Stored items:
►

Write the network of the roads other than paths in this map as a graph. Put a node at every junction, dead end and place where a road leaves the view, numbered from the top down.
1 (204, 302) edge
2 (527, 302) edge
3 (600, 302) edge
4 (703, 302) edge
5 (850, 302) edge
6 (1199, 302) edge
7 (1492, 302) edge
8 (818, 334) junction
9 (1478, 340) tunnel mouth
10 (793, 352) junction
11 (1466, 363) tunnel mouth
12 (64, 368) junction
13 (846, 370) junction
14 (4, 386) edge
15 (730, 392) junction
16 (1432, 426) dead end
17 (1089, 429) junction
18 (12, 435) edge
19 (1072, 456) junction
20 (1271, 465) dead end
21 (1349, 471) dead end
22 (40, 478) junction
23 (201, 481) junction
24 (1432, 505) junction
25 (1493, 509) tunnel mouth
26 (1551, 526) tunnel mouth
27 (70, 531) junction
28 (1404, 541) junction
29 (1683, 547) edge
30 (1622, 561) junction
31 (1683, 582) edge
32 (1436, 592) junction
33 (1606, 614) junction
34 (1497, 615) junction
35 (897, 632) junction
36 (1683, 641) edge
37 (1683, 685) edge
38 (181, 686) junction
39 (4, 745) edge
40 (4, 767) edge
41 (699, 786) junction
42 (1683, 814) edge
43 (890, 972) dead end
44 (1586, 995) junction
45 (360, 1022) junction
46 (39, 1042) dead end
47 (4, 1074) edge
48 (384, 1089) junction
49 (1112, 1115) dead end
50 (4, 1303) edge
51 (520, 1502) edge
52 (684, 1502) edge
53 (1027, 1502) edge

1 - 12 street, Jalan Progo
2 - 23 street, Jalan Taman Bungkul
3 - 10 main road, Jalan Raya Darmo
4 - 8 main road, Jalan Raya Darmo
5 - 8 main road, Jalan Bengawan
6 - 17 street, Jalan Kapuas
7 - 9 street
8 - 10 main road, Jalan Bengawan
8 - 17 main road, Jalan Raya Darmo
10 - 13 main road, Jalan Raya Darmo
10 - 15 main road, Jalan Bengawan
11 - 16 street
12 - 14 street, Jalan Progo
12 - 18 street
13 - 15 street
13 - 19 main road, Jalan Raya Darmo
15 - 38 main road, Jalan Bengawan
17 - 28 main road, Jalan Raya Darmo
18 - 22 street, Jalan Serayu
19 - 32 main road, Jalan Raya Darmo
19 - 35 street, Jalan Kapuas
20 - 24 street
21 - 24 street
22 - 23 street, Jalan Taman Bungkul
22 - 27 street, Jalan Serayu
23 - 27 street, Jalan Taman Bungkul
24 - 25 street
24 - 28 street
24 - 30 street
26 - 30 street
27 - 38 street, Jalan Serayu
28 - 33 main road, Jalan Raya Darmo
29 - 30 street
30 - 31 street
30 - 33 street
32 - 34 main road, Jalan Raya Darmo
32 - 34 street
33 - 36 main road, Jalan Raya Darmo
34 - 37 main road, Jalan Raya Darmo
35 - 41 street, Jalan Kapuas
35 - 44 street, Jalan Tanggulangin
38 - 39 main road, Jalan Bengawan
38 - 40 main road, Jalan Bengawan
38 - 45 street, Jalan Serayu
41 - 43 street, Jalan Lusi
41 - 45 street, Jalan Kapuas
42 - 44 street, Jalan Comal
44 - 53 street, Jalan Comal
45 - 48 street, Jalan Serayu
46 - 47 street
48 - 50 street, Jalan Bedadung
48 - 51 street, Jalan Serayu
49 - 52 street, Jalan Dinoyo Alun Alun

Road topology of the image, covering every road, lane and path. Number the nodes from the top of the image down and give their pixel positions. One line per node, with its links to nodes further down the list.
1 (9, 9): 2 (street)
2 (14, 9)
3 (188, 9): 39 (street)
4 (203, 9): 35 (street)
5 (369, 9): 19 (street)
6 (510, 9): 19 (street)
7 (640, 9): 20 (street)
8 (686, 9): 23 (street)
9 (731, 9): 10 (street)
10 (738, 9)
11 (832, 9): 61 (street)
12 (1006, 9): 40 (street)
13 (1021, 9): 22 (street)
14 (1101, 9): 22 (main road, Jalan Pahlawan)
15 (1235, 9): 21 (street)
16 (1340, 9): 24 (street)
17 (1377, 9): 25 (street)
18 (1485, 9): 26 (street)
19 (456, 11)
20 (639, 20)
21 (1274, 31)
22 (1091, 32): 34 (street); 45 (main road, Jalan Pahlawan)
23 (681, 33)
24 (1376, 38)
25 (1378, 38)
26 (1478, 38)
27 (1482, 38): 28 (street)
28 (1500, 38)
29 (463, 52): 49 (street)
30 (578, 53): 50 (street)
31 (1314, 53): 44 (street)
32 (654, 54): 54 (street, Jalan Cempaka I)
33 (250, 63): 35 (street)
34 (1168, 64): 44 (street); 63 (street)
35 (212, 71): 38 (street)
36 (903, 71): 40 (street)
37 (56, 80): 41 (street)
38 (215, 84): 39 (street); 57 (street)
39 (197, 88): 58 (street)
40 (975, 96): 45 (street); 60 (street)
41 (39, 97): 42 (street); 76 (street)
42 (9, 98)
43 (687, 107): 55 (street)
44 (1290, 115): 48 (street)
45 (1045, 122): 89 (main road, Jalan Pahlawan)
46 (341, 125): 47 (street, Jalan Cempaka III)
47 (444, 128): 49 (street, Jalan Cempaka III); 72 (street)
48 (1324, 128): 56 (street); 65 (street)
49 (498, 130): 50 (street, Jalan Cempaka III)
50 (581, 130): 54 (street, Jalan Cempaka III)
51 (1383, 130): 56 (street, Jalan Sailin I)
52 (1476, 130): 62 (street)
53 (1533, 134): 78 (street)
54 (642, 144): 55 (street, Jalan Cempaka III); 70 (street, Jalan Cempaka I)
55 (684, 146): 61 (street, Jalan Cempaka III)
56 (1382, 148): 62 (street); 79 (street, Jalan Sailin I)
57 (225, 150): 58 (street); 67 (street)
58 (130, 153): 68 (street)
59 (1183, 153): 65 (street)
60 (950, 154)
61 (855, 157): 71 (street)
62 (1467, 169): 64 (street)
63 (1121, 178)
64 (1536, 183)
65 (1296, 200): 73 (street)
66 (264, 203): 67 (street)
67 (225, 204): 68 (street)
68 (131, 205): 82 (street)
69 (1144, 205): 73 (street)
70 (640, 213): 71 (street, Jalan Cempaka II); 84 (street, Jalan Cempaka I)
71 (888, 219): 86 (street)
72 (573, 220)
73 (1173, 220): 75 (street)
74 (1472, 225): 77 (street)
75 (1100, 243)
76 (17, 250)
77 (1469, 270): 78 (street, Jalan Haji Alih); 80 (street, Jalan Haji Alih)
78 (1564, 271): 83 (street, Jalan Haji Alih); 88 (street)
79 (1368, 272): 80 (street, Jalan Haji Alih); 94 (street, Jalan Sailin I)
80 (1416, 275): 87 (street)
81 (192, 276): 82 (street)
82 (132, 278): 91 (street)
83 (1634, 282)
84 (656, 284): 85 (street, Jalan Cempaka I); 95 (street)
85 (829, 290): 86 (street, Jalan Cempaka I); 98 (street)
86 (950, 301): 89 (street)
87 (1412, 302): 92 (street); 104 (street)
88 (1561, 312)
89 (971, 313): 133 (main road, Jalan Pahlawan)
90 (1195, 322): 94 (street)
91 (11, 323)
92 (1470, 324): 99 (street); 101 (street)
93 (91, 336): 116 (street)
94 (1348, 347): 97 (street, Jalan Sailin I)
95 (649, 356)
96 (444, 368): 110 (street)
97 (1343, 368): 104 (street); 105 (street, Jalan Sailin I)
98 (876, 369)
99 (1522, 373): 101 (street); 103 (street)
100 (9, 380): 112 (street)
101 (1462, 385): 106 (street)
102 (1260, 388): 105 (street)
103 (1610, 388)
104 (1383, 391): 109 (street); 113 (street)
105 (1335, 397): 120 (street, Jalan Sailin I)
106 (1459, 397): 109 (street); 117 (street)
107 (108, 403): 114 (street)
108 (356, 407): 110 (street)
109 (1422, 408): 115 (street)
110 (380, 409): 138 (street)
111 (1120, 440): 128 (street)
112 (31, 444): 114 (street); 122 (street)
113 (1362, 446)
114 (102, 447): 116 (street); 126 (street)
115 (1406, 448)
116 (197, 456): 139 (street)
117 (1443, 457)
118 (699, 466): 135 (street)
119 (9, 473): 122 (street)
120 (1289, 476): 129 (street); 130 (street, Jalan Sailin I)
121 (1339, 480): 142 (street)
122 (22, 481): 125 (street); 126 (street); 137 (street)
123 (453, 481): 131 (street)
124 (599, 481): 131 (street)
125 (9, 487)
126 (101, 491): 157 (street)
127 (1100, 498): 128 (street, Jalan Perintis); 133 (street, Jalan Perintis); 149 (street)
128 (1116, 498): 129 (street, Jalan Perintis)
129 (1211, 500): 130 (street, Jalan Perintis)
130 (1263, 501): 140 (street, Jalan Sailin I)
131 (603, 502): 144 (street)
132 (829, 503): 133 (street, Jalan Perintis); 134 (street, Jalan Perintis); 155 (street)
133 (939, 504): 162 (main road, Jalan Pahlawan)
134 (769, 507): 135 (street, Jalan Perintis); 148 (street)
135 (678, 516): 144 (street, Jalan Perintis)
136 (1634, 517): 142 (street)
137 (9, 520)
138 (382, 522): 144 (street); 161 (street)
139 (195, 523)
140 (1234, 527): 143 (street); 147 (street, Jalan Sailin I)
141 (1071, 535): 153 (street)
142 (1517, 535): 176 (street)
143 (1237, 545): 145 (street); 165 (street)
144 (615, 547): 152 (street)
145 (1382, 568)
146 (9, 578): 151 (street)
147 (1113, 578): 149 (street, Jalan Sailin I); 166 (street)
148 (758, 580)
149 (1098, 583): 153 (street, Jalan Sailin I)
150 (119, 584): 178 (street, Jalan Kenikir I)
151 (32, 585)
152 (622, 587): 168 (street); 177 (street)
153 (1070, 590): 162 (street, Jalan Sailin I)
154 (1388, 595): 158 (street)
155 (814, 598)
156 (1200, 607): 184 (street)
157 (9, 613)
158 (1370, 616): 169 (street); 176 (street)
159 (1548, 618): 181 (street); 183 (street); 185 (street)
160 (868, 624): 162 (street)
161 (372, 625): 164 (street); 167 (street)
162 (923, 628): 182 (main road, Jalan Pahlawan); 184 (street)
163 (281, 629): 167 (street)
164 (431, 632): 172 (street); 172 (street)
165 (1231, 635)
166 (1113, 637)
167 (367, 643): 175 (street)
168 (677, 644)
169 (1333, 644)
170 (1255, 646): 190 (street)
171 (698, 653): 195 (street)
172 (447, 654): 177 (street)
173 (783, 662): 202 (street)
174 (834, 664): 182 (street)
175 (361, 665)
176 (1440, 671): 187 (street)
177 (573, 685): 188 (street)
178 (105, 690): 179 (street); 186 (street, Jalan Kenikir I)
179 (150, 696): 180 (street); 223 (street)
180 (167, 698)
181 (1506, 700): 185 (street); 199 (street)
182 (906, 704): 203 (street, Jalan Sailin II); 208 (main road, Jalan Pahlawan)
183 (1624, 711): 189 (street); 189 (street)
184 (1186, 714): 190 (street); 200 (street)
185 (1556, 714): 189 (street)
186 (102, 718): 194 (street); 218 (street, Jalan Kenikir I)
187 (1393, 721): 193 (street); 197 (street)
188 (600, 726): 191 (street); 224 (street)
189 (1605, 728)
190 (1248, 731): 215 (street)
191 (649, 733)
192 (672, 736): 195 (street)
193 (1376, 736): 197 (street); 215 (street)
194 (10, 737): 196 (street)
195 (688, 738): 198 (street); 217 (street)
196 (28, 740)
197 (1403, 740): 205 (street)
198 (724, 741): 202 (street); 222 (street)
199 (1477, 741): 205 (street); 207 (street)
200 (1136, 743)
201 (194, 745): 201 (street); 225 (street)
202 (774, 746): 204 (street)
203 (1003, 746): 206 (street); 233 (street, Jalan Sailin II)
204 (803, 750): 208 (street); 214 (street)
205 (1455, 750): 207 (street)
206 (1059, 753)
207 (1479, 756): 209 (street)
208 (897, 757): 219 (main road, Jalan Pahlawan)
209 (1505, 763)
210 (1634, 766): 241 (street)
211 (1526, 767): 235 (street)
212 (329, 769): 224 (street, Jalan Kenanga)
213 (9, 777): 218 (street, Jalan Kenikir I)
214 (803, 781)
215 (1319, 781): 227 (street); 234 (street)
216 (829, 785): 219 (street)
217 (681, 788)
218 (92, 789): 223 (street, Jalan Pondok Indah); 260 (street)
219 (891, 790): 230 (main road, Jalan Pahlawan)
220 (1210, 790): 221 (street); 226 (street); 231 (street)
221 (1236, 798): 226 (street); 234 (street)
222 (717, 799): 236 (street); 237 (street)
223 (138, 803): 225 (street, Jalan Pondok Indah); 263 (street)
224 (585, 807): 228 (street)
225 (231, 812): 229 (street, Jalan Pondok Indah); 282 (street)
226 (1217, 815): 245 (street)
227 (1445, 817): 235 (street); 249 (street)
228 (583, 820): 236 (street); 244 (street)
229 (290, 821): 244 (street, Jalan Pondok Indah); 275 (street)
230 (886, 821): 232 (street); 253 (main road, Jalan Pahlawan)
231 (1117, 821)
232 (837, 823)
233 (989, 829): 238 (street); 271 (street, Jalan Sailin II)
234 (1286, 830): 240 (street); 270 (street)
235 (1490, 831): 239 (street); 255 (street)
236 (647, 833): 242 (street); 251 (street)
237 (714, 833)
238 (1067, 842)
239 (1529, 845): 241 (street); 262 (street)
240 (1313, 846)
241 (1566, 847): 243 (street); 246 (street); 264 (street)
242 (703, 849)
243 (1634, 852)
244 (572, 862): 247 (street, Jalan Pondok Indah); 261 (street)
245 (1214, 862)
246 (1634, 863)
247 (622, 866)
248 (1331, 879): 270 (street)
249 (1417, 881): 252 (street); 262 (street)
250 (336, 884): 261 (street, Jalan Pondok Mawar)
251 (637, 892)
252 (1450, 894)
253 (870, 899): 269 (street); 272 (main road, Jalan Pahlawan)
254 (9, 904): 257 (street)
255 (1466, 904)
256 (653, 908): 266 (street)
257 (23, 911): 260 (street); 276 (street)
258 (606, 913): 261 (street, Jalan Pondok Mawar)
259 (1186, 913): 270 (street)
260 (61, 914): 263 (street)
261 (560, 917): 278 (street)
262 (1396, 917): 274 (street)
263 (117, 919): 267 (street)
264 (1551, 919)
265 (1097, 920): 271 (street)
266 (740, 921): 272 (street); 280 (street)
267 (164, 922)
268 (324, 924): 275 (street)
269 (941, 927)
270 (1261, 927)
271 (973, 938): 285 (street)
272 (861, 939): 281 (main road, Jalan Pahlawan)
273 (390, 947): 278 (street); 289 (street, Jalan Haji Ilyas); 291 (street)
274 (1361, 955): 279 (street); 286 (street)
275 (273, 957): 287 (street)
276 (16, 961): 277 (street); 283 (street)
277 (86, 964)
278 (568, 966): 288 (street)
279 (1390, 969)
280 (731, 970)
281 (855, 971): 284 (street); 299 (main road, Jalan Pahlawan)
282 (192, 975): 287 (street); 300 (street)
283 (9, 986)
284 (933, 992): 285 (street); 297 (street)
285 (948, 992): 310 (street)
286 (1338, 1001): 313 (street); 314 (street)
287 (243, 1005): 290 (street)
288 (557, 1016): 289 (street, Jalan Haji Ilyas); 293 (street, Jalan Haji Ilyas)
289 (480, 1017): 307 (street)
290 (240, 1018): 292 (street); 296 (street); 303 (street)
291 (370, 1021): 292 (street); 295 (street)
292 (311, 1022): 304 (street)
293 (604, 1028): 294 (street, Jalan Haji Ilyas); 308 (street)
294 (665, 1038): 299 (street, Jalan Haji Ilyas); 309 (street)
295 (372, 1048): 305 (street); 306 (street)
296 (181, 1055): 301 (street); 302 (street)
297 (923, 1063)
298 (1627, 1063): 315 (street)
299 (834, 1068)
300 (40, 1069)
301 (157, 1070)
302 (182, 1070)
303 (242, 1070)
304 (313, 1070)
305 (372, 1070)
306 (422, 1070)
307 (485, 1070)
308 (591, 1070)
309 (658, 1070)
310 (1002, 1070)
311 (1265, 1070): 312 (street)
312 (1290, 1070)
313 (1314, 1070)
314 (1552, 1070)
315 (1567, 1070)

◄

Instructions to follow: Look through the entries above. Extract each line with the word "Bengawan".

Result of this exercise:
5 - 8 main road, Jalan Bengawan
8 - 10 main road, Jalan Bengawan
10 - 15 main road, Jalan Bengawan
15 - 38 main road, Jalan Bengawan
38 - 39 main road, Jalan Bengawan
38 - 40 main road, Jalan Bengawan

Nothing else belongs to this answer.